Set down the records again. Every word and mark must match exactly.

** Entries shown follows **

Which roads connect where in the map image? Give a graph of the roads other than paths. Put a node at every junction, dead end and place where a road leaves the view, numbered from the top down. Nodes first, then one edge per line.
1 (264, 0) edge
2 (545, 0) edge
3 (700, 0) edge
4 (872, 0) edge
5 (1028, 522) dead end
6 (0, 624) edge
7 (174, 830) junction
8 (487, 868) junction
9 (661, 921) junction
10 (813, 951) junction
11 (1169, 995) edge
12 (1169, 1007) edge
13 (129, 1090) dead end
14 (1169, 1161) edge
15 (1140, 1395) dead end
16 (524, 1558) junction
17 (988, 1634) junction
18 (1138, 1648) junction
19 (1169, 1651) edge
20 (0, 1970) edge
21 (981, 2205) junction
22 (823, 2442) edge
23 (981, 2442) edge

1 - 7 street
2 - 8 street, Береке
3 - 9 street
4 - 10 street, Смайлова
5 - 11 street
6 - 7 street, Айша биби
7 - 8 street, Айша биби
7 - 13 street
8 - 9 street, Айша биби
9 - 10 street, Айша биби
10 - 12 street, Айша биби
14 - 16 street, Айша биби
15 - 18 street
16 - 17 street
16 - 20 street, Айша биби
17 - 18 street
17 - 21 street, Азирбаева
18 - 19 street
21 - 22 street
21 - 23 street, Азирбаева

** End of Entries shown **

Answer area:
Which roads connect where in the map image? Give a graph of the roads other than paths. Put a node at every junction, dead end and place where a road leaves the view, numbered from the top down. Nodes first, then one edge per line.
1 (264, 0) edge
2 (545, 0) edge
3 (700, 0) edge
4 (872, 0) edge
5 (1028, 522) dead end
6 (0, 624) edge
7 (174, 830) junction
8 (487, 868) junction
9 (661, 921) junction
10 (813, 951) junction
11 (1169, 995) edge
12 (1169, 1007) edge
13 (129, 1090) dead end
14 (1169, 1161) edge
15 (1140, 1395) dead end
16 (524, 1558) junction
17 (988, 1634) junction
18 (1138, 1648) junction
19 (1169, 1651) edge
20 (0, 1970) edge
21 (981, 2205) junction
22 (823, 2442) edge
23 (981, 2442) edge

1 - 7 street
2 - 8 street, Береке
3 - 9 street
4 - 10 street, Смайлова
5 - 11 street
6 - 7 street, Айша биби
7 - 8 street, Айша биби
7 - 13 street
8 - 9 street, Айша биби
9 - 10 street, Айша биби
10 - 12 street, Айша биби
14 - 16 street, Айша биби
15 - 18 street
16 - 17 street
16 - 20 street, Айша биби
17 - 18 street
17 - 21 street, Азирбаева
18 - 19 street
21 - 22 street
21 - 23 street, Азирбаева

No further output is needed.